INFORMATION GIVEN ->
------------------------------------------------------------------------

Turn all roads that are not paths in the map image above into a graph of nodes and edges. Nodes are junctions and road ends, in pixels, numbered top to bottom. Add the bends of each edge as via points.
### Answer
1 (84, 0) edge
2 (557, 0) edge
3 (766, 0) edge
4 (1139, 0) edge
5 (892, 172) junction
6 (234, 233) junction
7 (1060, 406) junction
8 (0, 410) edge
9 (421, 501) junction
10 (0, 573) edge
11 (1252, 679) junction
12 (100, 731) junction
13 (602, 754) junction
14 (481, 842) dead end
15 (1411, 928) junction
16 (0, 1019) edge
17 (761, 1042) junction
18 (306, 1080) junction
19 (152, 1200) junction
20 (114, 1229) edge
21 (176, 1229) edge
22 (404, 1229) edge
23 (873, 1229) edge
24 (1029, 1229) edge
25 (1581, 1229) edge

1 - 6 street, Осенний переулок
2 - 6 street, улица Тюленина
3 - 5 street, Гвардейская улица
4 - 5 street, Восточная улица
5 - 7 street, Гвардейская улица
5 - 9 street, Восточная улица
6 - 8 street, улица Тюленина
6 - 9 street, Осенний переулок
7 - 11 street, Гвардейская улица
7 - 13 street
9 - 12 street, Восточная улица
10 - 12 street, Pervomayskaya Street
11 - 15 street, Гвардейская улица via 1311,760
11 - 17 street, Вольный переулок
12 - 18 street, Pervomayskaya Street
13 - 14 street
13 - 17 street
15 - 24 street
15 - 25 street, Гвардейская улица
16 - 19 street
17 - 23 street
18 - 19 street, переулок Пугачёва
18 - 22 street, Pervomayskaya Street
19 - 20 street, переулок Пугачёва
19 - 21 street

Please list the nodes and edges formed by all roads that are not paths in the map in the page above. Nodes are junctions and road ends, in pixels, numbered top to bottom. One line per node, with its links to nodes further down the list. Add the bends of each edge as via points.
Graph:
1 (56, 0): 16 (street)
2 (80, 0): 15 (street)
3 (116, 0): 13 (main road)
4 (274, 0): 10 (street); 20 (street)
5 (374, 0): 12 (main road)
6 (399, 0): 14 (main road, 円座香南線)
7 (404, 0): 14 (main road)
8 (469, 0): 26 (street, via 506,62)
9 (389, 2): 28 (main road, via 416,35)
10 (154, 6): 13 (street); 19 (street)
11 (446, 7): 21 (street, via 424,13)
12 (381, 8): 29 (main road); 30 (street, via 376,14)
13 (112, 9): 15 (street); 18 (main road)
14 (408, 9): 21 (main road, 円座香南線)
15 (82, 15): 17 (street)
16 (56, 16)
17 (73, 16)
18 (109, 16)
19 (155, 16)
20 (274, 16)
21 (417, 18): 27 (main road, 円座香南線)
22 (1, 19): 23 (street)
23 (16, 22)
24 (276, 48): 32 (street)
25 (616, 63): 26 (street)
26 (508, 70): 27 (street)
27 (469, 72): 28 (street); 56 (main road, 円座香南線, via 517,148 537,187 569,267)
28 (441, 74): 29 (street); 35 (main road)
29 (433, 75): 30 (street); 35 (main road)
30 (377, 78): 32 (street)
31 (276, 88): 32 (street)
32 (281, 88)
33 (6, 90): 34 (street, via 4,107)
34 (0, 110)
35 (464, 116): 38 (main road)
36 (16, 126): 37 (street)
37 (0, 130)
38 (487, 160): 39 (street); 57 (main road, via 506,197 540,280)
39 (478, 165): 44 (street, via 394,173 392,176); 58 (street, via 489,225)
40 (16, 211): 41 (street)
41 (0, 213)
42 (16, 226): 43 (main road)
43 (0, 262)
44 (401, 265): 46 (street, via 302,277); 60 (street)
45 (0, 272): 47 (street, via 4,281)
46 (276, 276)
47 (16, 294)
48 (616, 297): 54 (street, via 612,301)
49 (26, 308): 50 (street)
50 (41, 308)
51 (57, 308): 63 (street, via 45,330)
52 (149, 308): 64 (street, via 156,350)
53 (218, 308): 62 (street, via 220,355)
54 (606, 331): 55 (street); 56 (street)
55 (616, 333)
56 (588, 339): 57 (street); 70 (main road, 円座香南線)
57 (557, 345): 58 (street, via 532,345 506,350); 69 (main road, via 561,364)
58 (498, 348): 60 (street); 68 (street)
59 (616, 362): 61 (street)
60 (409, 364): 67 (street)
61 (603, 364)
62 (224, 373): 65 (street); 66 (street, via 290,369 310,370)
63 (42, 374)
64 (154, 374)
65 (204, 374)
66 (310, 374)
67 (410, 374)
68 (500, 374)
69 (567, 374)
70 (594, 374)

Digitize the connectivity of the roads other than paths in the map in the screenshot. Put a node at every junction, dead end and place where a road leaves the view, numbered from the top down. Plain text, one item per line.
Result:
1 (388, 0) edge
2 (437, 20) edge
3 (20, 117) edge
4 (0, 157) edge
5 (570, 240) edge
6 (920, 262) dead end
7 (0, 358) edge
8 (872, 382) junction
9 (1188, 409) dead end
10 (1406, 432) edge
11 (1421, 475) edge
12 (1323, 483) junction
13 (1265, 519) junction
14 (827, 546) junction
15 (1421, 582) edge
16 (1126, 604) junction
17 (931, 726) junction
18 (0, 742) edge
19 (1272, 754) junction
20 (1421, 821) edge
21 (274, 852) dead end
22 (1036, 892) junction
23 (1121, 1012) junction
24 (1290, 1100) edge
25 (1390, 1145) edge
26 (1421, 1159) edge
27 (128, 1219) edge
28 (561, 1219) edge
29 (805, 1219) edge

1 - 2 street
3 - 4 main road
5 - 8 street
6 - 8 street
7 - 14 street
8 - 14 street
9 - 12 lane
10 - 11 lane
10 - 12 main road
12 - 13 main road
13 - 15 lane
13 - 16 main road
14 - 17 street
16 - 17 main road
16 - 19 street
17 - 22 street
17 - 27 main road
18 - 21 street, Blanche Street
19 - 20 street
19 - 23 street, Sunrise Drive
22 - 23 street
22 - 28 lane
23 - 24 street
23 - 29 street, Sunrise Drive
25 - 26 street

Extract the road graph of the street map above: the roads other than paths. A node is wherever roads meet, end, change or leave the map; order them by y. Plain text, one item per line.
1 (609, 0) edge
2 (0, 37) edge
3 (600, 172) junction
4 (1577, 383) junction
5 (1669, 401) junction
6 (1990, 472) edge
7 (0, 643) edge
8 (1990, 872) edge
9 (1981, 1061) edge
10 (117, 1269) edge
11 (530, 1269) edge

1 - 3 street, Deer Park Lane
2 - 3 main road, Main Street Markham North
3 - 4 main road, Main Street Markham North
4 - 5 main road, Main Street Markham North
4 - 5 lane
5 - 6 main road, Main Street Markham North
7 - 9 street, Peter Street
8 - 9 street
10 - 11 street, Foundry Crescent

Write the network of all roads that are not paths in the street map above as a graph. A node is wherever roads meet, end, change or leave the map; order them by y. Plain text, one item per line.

------------------------------------------------------------------------

TRY IT -> The answer must be every line from the entries above that holds the string "junctions".

RESULT FOR THIS TASK ->
Turn all roads that are not paths in the map image above into a graph of nodes and edges. Nodes are junctions and road ends, in pixels, numbered top to bottom. Add the bends of each edge as via points.
Please list the nodes and edges formed by all roads that are not paths in the map in the page above. Nodes are junctions and road ends, in pixels, numbered top to bottom. One line per node, with its links to nodes further down the list. Add the bends of each edge as via points.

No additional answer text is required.